Friday, May 21, 2010

Why the coalition is wrong on rape

Rather to the surprise of a few the coalition agreement published this week by the Conservatives and Lib Dems included plans to reinstate anonymity for defendants in rape cases - reported in The Guardian here.

I say reinstatement, because it has been tried before and the experience was not a happy one. Anonymity was granted to defendants in rape case by the Sexual Offences (Amendment) Act 1976, which also granted anonymity to victims in any offence which included the word rape - rape, incitement, attempted, aiding and abetting etc.

Interesting to see whether this anonymity applies only to rape or to the whole raft of sexual offences on the statute books now - grooming, voyeurism, trafficking etc.

Anonymity for defendants was brought to an end by the Criminal Justice Act 1988 for many of the reasons cited by those opposing this latest move. Namely that many sex offenders are repeat offenders and that seeing a defendant charged encourages other victims to come forward.

While I agree with those arguments, my concern is for the wider principle of open justice. Once you allow special pleading, ie, that a defendants life will be ruined by the mere accusation of the offence, then you set a dangerous precedent. if we accept that certain crimes are particularlay damaging to a defendant by their very nature, the you open the door to many other defendants trying a similar argument.
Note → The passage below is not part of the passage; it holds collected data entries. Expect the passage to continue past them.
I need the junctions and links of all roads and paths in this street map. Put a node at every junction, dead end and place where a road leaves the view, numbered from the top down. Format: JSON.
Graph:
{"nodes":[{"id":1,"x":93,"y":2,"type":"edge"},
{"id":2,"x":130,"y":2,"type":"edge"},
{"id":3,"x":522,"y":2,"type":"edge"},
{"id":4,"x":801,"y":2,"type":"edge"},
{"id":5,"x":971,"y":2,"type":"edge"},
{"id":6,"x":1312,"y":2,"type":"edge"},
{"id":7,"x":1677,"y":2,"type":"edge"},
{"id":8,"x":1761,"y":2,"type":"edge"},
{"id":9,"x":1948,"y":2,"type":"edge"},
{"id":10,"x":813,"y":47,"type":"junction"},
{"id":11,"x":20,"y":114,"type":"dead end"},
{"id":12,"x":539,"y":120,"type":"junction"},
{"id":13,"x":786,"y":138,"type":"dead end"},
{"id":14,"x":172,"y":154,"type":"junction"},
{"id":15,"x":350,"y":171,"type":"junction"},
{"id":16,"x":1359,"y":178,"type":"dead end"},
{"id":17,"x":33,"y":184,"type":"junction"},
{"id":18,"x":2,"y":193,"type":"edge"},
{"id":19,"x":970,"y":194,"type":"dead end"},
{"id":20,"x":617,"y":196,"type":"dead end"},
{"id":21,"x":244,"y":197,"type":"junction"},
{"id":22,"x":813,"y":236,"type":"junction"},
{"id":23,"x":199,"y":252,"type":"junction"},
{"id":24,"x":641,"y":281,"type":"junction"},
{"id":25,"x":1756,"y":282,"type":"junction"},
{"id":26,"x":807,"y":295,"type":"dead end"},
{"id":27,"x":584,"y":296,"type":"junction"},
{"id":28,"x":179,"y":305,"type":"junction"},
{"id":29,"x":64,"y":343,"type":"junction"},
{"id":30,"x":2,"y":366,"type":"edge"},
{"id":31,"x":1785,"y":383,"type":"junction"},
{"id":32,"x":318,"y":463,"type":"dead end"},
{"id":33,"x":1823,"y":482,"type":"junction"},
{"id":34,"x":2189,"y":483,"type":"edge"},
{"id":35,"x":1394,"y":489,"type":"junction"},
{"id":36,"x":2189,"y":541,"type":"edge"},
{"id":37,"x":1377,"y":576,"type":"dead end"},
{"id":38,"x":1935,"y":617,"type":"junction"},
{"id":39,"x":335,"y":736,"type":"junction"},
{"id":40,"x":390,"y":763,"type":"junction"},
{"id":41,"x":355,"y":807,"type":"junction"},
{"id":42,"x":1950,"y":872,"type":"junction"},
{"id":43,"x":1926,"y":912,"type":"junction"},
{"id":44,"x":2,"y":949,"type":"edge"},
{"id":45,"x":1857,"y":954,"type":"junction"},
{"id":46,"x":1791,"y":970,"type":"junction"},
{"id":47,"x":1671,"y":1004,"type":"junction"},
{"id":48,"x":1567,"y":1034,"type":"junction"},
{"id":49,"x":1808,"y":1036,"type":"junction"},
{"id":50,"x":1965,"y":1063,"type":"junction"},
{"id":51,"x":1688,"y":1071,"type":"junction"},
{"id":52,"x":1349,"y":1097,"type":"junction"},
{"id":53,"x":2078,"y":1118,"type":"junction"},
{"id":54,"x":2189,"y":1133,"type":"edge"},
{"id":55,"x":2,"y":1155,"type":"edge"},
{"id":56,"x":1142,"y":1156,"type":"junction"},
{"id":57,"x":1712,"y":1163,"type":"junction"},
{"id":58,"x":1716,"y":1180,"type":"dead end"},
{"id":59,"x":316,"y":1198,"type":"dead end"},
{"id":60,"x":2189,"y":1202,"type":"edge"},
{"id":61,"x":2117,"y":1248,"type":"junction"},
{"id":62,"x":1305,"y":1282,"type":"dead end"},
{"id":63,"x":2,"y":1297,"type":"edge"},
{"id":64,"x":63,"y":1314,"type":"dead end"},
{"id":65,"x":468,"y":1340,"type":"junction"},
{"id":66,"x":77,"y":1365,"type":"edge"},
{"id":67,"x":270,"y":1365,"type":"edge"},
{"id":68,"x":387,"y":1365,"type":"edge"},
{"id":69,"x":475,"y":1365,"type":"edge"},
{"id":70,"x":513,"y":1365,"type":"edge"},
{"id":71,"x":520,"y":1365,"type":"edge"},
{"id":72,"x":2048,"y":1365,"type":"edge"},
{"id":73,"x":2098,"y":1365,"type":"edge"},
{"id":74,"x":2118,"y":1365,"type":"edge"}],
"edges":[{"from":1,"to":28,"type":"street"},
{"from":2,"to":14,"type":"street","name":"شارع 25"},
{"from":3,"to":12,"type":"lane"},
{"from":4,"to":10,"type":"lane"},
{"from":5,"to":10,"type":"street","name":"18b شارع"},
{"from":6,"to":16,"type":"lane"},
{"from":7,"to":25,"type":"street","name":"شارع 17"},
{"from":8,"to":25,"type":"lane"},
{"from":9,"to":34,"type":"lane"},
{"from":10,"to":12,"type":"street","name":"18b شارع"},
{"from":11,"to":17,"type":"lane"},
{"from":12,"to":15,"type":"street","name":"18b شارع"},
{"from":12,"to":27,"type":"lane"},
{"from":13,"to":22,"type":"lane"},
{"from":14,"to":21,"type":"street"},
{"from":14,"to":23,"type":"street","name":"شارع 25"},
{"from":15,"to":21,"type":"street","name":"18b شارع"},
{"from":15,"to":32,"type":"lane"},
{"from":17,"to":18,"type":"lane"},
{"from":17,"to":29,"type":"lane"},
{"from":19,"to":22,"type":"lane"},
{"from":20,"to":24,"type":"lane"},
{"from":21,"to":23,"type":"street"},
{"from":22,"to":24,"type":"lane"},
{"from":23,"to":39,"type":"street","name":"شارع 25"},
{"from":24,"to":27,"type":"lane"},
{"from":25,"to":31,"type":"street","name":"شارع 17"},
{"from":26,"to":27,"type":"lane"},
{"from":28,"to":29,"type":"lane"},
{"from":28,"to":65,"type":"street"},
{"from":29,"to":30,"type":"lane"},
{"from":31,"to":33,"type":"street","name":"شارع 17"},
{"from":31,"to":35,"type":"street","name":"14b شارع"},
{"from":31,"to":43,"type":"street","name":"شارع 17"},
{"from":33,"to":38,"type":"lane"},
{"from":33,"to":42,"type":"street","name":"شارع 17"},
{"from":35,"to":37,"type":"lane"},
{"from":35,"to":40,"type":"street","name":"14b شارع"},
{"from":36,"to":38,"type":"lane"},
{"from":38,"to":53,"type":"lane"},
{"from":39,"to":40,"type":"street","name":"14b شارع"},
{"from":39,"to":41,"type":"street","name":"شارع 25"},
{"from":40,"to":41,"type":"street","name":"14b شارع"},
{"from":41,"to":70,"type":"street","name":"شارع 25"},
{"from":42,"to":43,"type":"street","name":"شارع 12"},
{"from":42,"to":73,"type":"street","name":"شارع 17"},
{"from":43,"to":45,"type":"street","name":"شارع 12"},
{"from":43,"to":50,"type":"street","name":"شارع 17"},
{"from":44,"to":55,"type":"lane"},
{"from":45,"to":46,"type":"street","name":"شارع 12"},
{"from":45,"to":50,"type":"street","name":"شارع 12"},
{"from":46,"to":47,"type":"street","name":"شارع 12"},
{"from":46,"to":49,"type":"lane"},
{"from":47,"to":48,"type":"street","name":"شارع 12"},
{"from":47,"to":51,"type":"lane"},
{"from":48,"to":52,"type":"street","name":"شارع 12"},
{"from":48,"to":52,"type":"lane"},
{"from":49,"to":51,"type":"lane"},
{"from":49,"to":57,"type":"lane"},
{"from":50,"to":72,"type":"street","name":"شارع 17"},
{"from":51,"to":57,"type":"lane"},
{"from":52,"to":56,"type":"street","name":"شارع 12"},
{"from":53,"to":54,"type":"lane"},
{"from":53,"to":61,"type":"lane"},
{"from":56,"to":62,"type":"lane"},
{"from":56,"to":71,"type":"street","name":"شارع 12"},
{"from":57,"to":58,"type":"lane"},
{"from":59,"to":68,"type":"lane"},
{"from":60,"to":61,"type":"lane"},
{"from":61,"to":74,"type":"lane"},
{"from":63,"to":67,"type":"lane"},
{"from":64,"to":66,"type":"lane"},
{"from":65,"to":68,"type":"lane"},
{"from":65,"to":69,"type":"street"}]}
An accountant accused of fraud might argue that an accusation of fraud was specially ruinous; a teacher accused of hitting a pupil would say such a charge would be career-ending. Once you accept the argument that certain offences are especially damaging then you accept a principle which threatens open justice.

News organisations are already withdrawing from the courts, once a staple source of news. Putting another obstacle in the way of open reporting of the courts is a mistake.


Alwyn ap Huw said...

Accepting your point about special pleading in rape cases, wouldn't the proper position for a judicial system that is based on the principal of "assumed innocent until proven guilty" be that the accused shouldn't be named until guilt is proved in all cases?
I allso accept your point that it would be bad for News Organisations, but shouldn't our judicial system put justice before selling newspapers?

Banksy said...

Secret justice is no justice at all. It is one of the fundamental principles of our judicial system that it is open, and that includes defendants named.

It might also sell newspapers, although few and fewer cover courts now, but the principle is one that we do not run our courts in secret.